Beberapa menit kemudian toko dibuka dan pengantri tadi pun menyerbu, memesan bermacam kue - kue yang dijual di etalase. Ada 2,3,4 atau 6 pelayan yang semuanya wanita di dalamnya, langsung sibuk dan keringetan melayani serbuan pelanggan. Layaknya toko - toko lain, toko kue tadi digawangi seorang Ah - Tiong (Ket Tionghoa maksudnya). Selagi sibuk ikut melayani, sibuk juga berucap ke sana kemari setiap pembeli yang siap pergi menenteng seplastik kuenya. "Terima kasih ya, terima kasih" begitu ucapnya. Saya jadi ingat ucapan seorang sahabat, penjual macam Ah Tiong ini memang pandai memikat hati pembeli, paling tidak dengan selalu mengucapkan Kam Sia (Terima Kasih).
Oh ya, Istri saya, kebetulan penyuka salah satu menu kue di sana yaitu kue :ongol-ongol. Saya mesti bolak - balik selama 3 hari berturut - turut untuk mendapatkan kue ini, karena terlambat datang, padahal jam baru menunjukkan pukul 09.00. Hari ketiga saya datang tepat pukul 07.30 dan sayapun mendapatkannya.

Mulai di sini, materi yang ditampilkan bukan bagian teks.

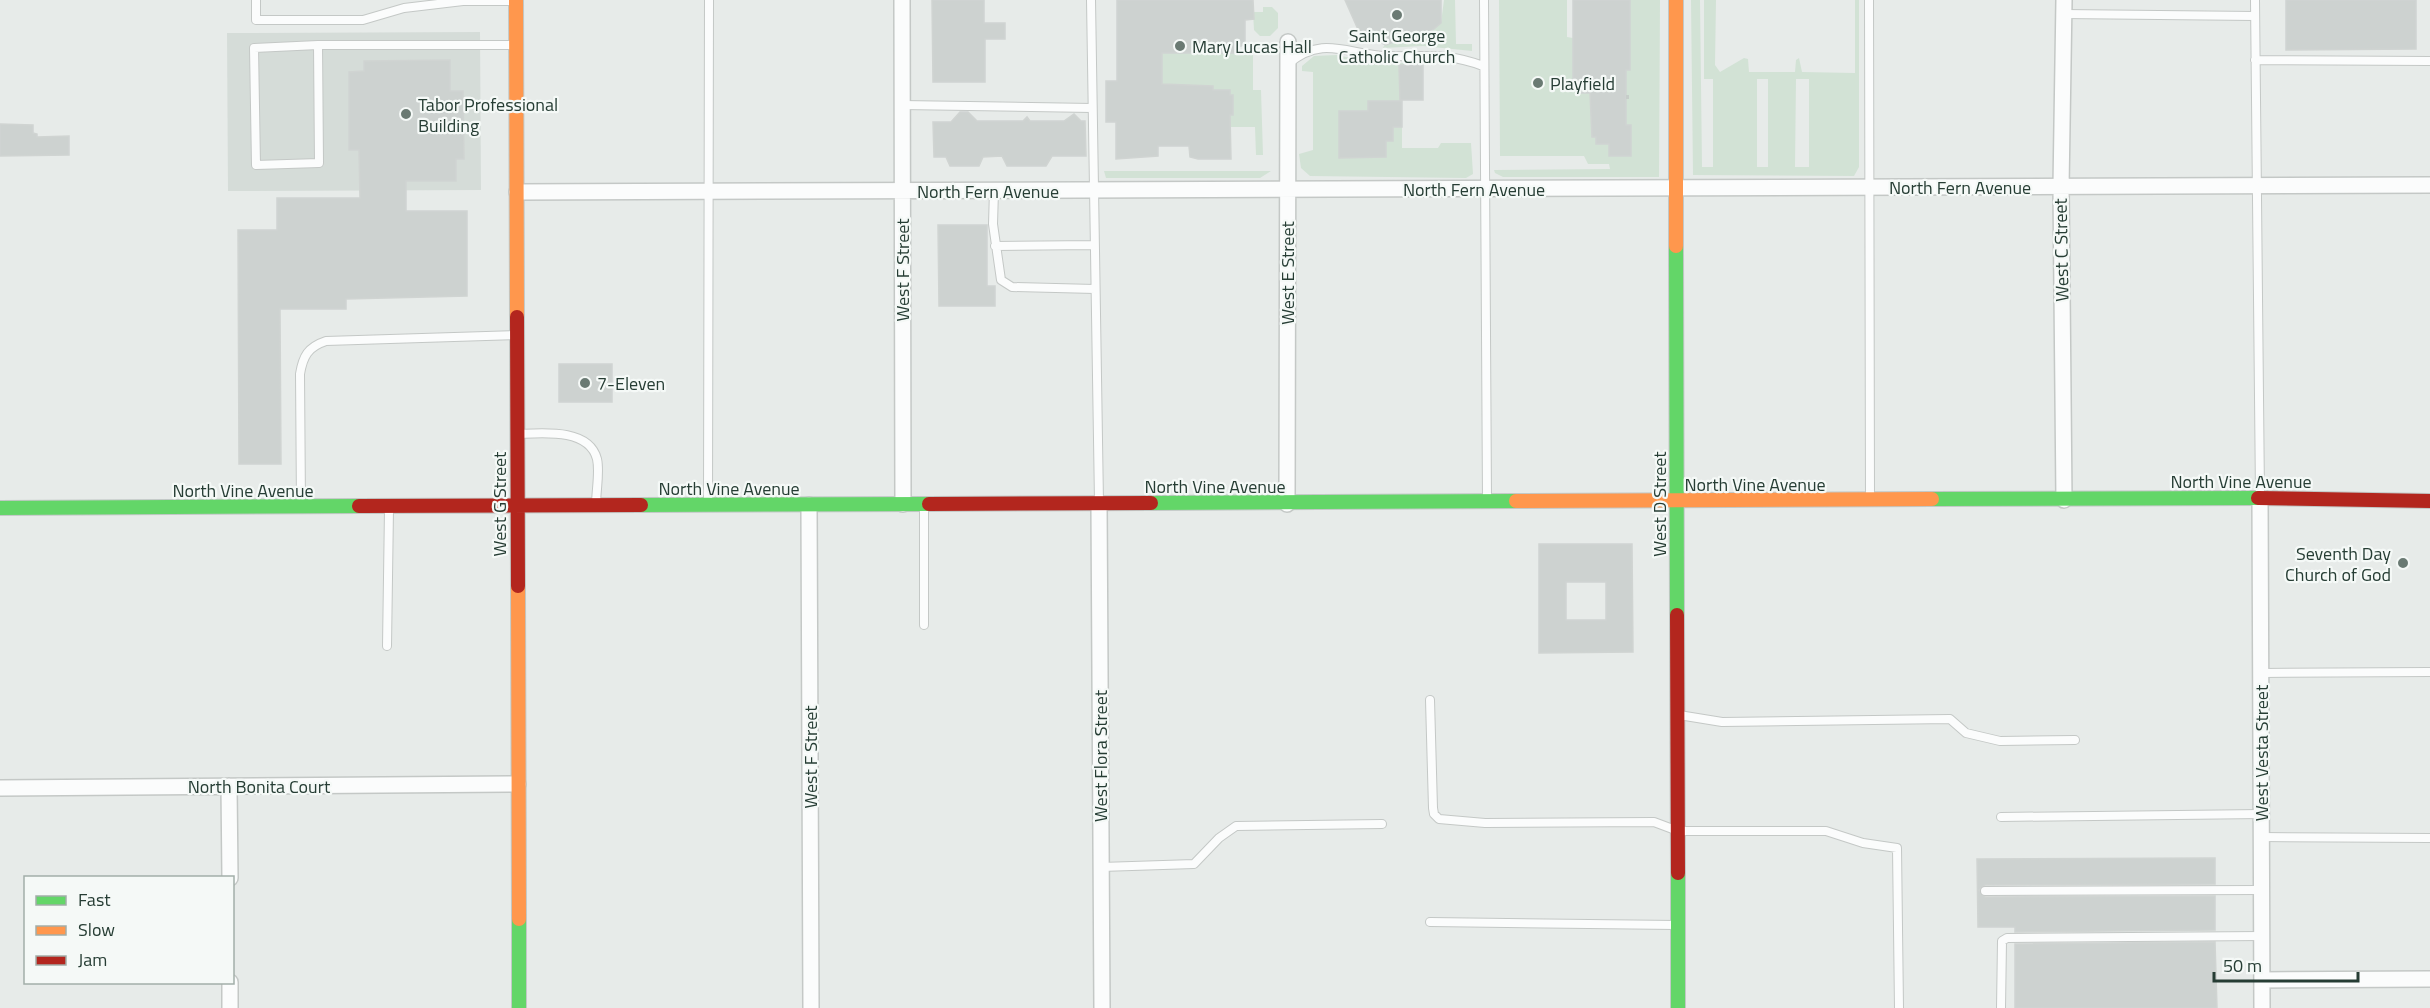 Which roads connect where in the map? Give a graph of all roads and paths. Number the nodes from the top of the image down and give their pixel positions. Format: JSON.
{"nodes":[{"id":1,"x":256,"y":0,"type":"edge"},
{"id":2,"x":710,"y":0,"type":"edge"},
{"id":3,"x":902,"y":0,"type":"edge"},
{"id":4,"x":1091,"y":0,"type":"edge"},
{"id":5,"x":1484,"y":0,"type":"edge"},
{"id":6,"x":1676,"y":0,"type":"edge"},
{"id":7,"x":1869,"y":0,"type":"edge"},
{"id":8,"x":2255,"y":0,"type":"edge"},
{"id":9,"x":516,"y":1,"type":"edge"},
{"id":10,"x":2064,"y":7,"type":"edge"},
{"id":11,"x":2255,"y":16,"type":"junction"},
{"id":12,"x":1288,"y":42,"type":"dead end"},
{"id":13,"x":318,"y":45,"type":"junction"},
{"id":14,"x":516,"y":45,"type":"junction"},
{"id":15,"x":2255,"y":60,"type":"junction"},
{"id":16,"x":2430,"y":61,"type":"edge"},
{"id":17,"x":1288,"y":64,"type":"junction"},
{"id":18,"x":1483,"y":66,"type":"junction"},
{"id":19,"x":1626,"y":97,"type":"dead end"},
{"id":20,"x":1633,"y":97,"type":"dead end"},
{"id":21,"x":902,"y":105,"type":"junction"},
{"id":22,"x":1092,"y":108,"type":"junction"},
{"id":23,"x":2430,"y":185,"type":"edge"},
{"id":24,"x":2256,"y":186,"type":"junction"},
{"id":25,"x":1870,"y":187,"type":"junction"},
{"id":26,"x":2061,"y":187,"type":"junction"},
{"id":27,"x":1677,"y":188,"type":"junction"},
{"id":28,"x":1287,"y":189,"type":"junction"},
{"id":29,"x":1483,"y":189,"type":"junction"},
{"id":30,"x":1092,"y":190,"type":"junction"},
{"id":31,"x":901,"y":191,"type":"junction"},
{"id":32,"x":994,"y":191,"type":"junction"},
{"id":33,"x":517,"y":192,"type":"junction"},
{"id":34,"x":710,"y":192,"type":"junction"},
{"id":35,"x":1094,"y":244,"type":"junction"},
{"id":36,"x":995,"y":246,"type":"junction"},
{"id":37,"x":1095,"y":289,"type":"junction"},
{"id":38,"x":517,"y":335,"type":"junction"},
{"id":39,"x":517,"y":434,"type":"junction"},
{"id":40,"x":2260,"y":498,"type":"junction"},
{"id":41,"x":2064,"y":500,"type":"junction"},
{"id":42,"x":1870,"y":501,"type":"junction"},
{"id":43,"x":2430,"y":501,"type":"edge"},
{"id":44,"x":1677,"y":502,"type":"junction"},
{"id":45,"x":1487,"y":503,"type":"junction"},
{"id":46,"x":903,"y":504,"type":"junction"},
{"id":47,"x":924,"y":504,"type":"junction"},
{"id":48,"x":1099,"y":504,"type":"junction"},
{"id":49,"x":1287,"y":504,"type":"junction"},
{"id":50,"x":809,"y":505,"type":"junction"},
{"id":51,"x":708,"y":506,"type":"junction"},
{"id":52,"x":389,"y":507,"type":"junction"},
{"id":53,"x":516,"y":507,"type":"junction"},
{"id":54,"x":596,"y":507,"type":"junction"},
{"id":55,"x":0,"y":508,"type":"edge"},
{"id":56,"x":301,"y":508,"type":"junction"},
{"id":57,"x":924,"y":625,"type":"dead end"},
{"id":58,"x":387,"y":646,"type":"dead end"},
{"id":59,"x":2430,"y":672,"type":"edge"},
{"id":60,"x":2261,"y":673,"type":"junction"},
{"id":61,"x":1430,"y":700,"type":"dead end"},
{"id":62,"x":1677,"y":715,"type":"junction"},
{"id":63,"x":2075,"y":740,"type":"dead end"},
{"id":64,"x":518,"y":784,"type":"junction"},
{"id":65,"x":229,"y":786,"type":"junction"},
{"id":66,"x":0,"y":788,"type":"edge"},
{"id":67,"x":2261,"y":814,"type":"junction"},
{"id":68,"x":2001,"y":817,"type":"dead end"},
{"id":69,"x":1382,"y":824,"type":"dead end"},
{"id":70,"x":1678,"y":831,"type":"junction"},
{"id":71,"x":2261,"y":837,"type":"junction"},
{"id":72,"x":2430,"y":838,"type":"edge"},
{"id":73,"x":1101,"y":867,"type":"junction"},
{"id":74,"x":230,"y":876,"type":"edge"},
{"id":75,"x":2262,"y":890,"type":"junction"},
{"id":76,"x":1985,"y":891,"type":"dead end"},
{"id":77,"x":1430,"y":922,"type":"dead end"},
{"id":78,"x":1678,"y":925,"type":"junction"},
{"id":79,"x":2262,"y":936,"type":"junction"},
{"id":80,"x":2430,"y":979,"type":"edge"},
{"id":81,"x":2262,"y":980,"type":"junction"},
{"id":82,"x":230,"y":984,"type":"edge"},
{"id":83,"x":230,"y":1008,"type":"edge"},
{"id":84,"x":519,"y":1008,"type":"edge"},
{"id":85,"x":811,"y":1008,"type":"edge"},
{"id":86,"x":1102,"y":1008,"type":"edge"},
{"id":87,"x":1678,"y":1008,"type":"edge"},
{"id":88,"x":1899,"y":1008,"type":"edge"},
{"id":89,"x":2001,"y":1008,"type":"edge"},
{"id":90,"x":2262,"y":1008,"type":"edge"}],
"edges":[{"from":1,"to":9,"type":"lane"},
{"from":2,"to":34,"type":"lane"},
{"from":3,"to":21,"type":"street","name":"West F Street"},
{"from":4,"to":22,"type":"lane"},
{"from":5,"to":18,"type":"lane"},
{"from":6,"to":27,"type":"street","name":"West D Street"},
{"from":7,"to":25,"type":"lane"},
{"from":8,"to":11,"type":"lane"},
{"from":9,"to":14,"type":"street","name":"West G Street"},
{"from":10,"to":11,"type":"lane"},
{"from":10,"to":26,"type":"street","name":"West C Street"},
{"from":11,"to":15,"type":"lane"},
{"from":12,"to":17,"type":"street","name":"West E Street"},
{"from":13,"to":13,"type":"lane"},
{"from":13,"to":14,"type":"lane"},
{"from":14,"to":33,"type":"street","name":"West G Street"},
{"from":15,"to":16,"type":"lane"},
{"from":15,"to":24,"type":"lane"},
{"from":17,"to":18,"type":"lane"},
{"from":17,"to":28,"type":"street","name":"West E Street"},
{"from":18,"to":29,"type":"lane"},
{"from":19,"to":20,"type":"path"},
{"from":21,"to":22,"type":"lane"},
{"from":21,"to":31,"type":"street","name":"West F Street"},
{"from":22,"to":30,"type":"lane"},
{"from":23,"to":24,"type":"street","name":"North Fern Avenue"},
{"from":24,"to":26,"type":"street","name":"North Fern Avenue"},
{"from":24,"to":40,"type":"lane"},
{"from":25,"to":26,"type":"street","name":"North Fern Avenue"},
{"from":25,"to":27,"type":"street","name":"North Fern Avenue"},
{"from":25,"to":42,"type":"lane"},
{"from":26,"to":41,"type":"street","name":"West C Street"},
{"from":27,"to":29,"type":"street","name":"North Fern Avenue"},
{"from":27,"to":44,"type":"street","name":"West D Street"},
{"from":28,"to":29,"type":"street","name":"North Fern Avenue"},
{"from":28,"to":30,"type":"street","name":"North Fern Avenue"},
{"from":28,"to":49,"type":"street","name":"West E Street"},
{"from":29,"to":45,"type":"lane"},
{"from":30,"to":32,"type":"street","name":"North Fern Avenue"},
{"from":30,"to":35,"type":"lane"},
{"from":31,"to":32,"type":"street","name":"North Fern Avenue"},
{"from":31,"to":34,"type":"street","name":"North Fern Avenue"},
{"from":31,"to":46,"type":"street","name":"West F Street"},
{"from":32,"to":36,"type":"lane"},
{"from":33,"to":34,"type":"street","name":"North Fern Avenue"},
{"from":33,"to":38,"type":"street","name":"West G Street"},
{"from":34,"to":51,"type":"lane"},
{"from":35,"to":36,"type":"lane"},
{"from":35,"to":37,"type":"lane"},
{"from":36,"to":37,"type":"lane"},
{"from":37,"to":48,"type":"lane"},
{"from":38,"to":39,"type":"street","name":"West G Street"},
{"from":38,"to":56,"type":"lane"},
{"from":39,"to":53,"type":"street","name":"West G Street"},
{"from":39,"to":54,"type":"lane"},
{"from":40,"to":41,"type":"street","name":"North Vine Avenue"},
{"from":40,"to":43,"type":"street","name":"North Vine Avenue"},
{"from":40,"to":60,"type":"street","name":"West Vesta Street"},
{"from":41,"to":42,"type":"street","name":"North Vine Avenue"},
{"from":42,"to":44,"type":"street","name":"North Vine Avenue"},
{"from":44,"to":45,"type":"street","name":"North Vine Avenue"},
{"from":44,"to":62,"type":"street","name":"West D Street"},
{"from":45,"to":49,"type":"street","name":"North Vine Avenue"},
{"from":46,"to":47,"type":"street","name":"North Vine Avenue"},
{"from":46,"to":50,"type":"street","name":"North Vine Avenue"},
{"from":47,"to":48,"type":"street","name":"North Vine Avenue"},
{"from":47,"to":57,"type":"lane"},
{"from":48,"to":49,"type":"street","name":"North Vine Avenue"},
{"from":48,"to":73,"type":"street","name":"West Flora Street"},
{"from":50,"to":51,"type":"street","name":"North Vine Avenue"},
{"from":50,"to":85,"type":"street","name":"West F Street"},
{"from":51,"to":54,"type":"street","name":"North Vine Avenue"},
{"from":52,"to":53,"type":"street","name":"North Vine Avenue"},
{"from":52,"to":56,"type":"street","name":"North Vine Avenue"},
{"from":52,"to":58,"type":"lane"},
{"from":53,"to":54,"type":"street","name":"North Vine Avenue"},
{"from":53,"to":64,"type":"street","name":"West G Street"},
{"from":55,"to":56,"type":"street","name":"North Vine Avenue"},
{"from":59,"to":60,"type":"lane"},
{"from":60,"to":67,"type":"street","name":"West Vesta Street"},
{"from":61,"to":70,"type":"lane"},
{"from":62,"to":63,"type":"lane"},
{"from":62,"to":70,"type":"street","name":"West D Street"},
{"from":64,"to":65,"type":"street","name":"North Bonita Court"},
{"from":64,"to":84,"type":"street","name":"West G Street"},
{"from":65,"to":66,"type":"street","name":"North Bonita Court"},
{"from":65,"to":74,"type":"street"},
{"from":67,"to":68,"type":"lane"},
{"from":67,"to":71,"type":"street","name":"West Vesta Street"},
{"from":69,"to":73,"type":"lane"},
{"from":70,"to":78,"type":"street","name":"West D Street"},
{"from":70,"to":88,"type":"lane"},
{"from":71,"to":72,"type":"lane"},
{"from":71,"to":75,"type":"street","name":"West Vesta Street"},
{"from":73,"to":86,"type":"street","name":"West Flora Street"},
{"from":75,"to":76,"type":"lane"},
{"from":75,"to":79,"type":"street","name":"West Vesta Street"},
{"from":77,"to":78,"type":"lane"},
{"from":78,"to":87,"type":"street","name":"West D Street"},
{"from":79,"to":81,"type":"street","name":"West Vesta Street"},
{"from":79,"to":89,"type":"lane"},
{"from":80,"to":81,"type":"street"},
{"from":81,"to":90,"type":"street","name":"West Vesta Street"},
{"from":82,"to":83,"type":"street"}]}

Usut punya usut toko kue tadi, berada beberapa langkah dari sebuah SD Islami yang cukup favourite dan terkenal di wilayah ini. Nah, kesukaan istri saya kepada kue ongol-ongol tadi berlangsung sejak dia masih SD, di SD Islami tadi. Dengan asumsi usia istri saya 26, Artinya toko tersebut juga sudah berdiri hampir 20 tahunan dan tetap ramai!! Namun bukan hanya itu yang memancing saya menulis. Produk makanan menurut saya, adalah produk yang cukup sensitif dan berdurasi pendek. Ketiadaan Label halal saja, sebagai contoh, bisa menjadi testimoni negatif jika yang kita jual adalah makanan. Pemilik toko tersebut adalah keturunan Tionghoa yang, bagi pandangan beberapa orang terutama muslim, sensitif dengan isu halal-haram ini. Dan, mayoritas pembeli di toko itu, adalah muslim mayoritasnya, jika tidak dikatakan semua.

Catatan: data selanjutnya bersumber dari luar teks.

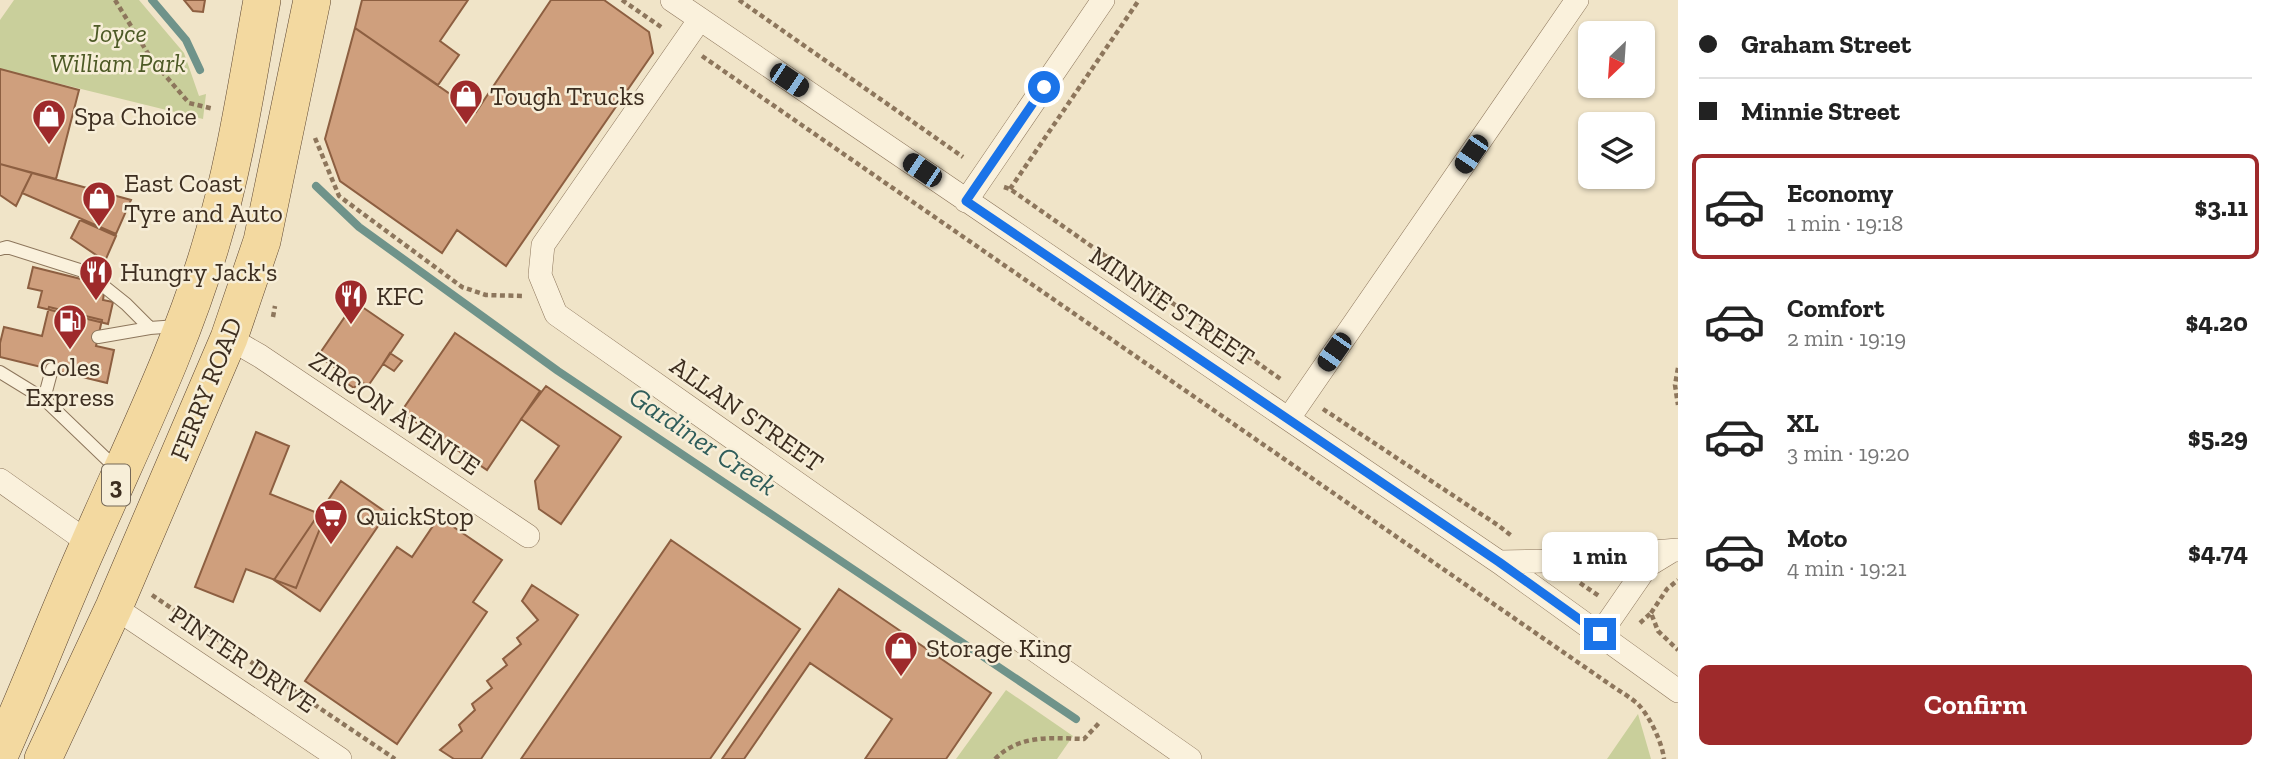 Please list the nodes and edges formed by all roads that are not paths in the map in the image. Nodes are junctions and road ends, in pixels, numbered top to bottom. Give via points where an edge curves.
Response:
1 (262, 0) edge
2 (312, 0) edge
3 (672, 0) edge
4 (1103, 0) edge
5 (1577, 0) edge
6 (700, 19) junction
7 (966, 201) junction
8 (0, 249) edge
9 (166, 327) junction
10 (98, 337) dead end
11 (229, 338) junction
12 (52, 369) dead end
13 (0, 372) edge
14 (44, 399) junction
15 (1289, 418) junction
16 (121, 474) junction
17 (0, 480) edge
18 (528, 536) dead end
19 (89, 543) junction
20 (1677, 550) edge
21 (1499, 562) junction
22 (114, 607) junction
23 (1600, 634) junction
24 (1639, 663) junction
25 (1678, 691) edge
26 (1678, 710) edge
27 (0, 754) edge
28 (43, 759) edge
29 (340, 759) edge
30 (1190, 759) edge

1 - 9 main road, FERRY ROAD / 3 via 220,110 221,211 211,247
2 - 11 main road, FERRY ROAD / 3 via 262,241
3 - 6 street, MINNIE STREET
4 - 7 street
5 - 15 street
6 - 7 street, MINNIE STREET
6 - 30 street, ALLAN STREET via 543,245 540,275 556,314
7 - 15 street, MINNIE STREET
8 - 9 lane via 7,247 86,272
9 - 10 lane
9 - 16 main road, FERRY ROAD / 3
11 - 18 street, ZIRCON AVENUE
11 - 22 main road, FERRY ROAD / 3
12 - 14 lane
13 - 14 lane
14 - 16 lane
15 - 21 street, MINNIE STREET
16 - 19 main road, FERRY ROAD / 3
17 - 19 street
19 - 27 main road, FERRY ROAD / 3
20 - 21 street
20 - 23 street via 1647,566
21 - 23 street, MINNIE STREET
22 - 28 main road, FERRY ROAD / 3
22 - 29 street, PINTER DRIVE
23 - 24 street, MINNIE STREET
24 - 25 street, MINNIE STREET
24 - 26 street, MINNIE STREET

Selidik - punya selidik, setiap pagi, para pengantri yang menunggu buka ternyata bukan hanya para pembeli, tapi para supplier (Vendor bahasa kerennya), pembuat macam - macam kue yang menitipkan kue buatannya di sana. Para pembuat kue ini nampaknya diseleksi, karena suatu pagi saya mendapati Cici (Begitu pemilik toko ini dipanggil), sedang "menginterogasi" seorang supplier kue. Sekilas dari pembicaraannya bisa saya tangkap, pemilik toko meminta si pembuat kue memperbaiki kualitas kuenya karena penjualan kue buatannya kurang laku.

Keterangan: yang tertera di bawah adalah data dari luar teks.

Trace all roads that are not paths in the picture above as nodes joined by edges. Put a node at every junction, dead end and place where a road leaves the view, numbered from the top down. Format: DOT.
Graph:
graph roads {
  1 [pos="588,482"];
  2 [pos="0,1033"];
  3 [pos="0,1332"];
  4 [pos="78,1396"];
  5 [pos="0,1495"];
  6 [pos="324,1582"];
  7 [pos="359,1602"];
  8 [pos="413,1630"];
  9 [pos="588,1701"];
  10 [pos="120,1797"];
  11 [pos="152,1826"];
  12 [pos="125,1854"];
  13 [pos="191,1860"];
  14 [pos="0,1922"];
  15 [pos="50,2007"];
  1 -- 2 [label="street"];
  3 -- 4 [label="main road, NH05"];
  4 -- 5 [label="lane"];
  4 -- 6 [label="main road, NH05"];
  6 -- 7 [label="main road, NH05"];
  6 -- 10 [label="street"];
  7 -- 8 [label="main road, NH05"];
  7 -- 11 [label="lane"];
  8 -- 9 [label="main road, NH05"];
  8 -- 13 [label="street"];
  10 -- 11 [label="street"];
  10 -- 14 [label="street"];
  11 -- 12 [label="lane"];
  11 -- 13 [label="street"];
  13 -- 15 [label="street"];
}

Sekarang sedikit saya tahu, kenapa Toko tersebut begitu popule dan laku. Pemilik toko memastikan bahwa apa yang dijualnya adalah "halal" meski tidak meletakkan tulisan halal pada dagangannya. Dia hanya menjadi trader dari sekian banyak pembuat kue yang sudah terseleksi rasanya, lalu menjualnya. Saya pun manggut - manggut dan bergumam, pantas toko ini tetap ajeg dan profit selama bertahun -tahun. Ah Tiong memang cerdik.... hehe.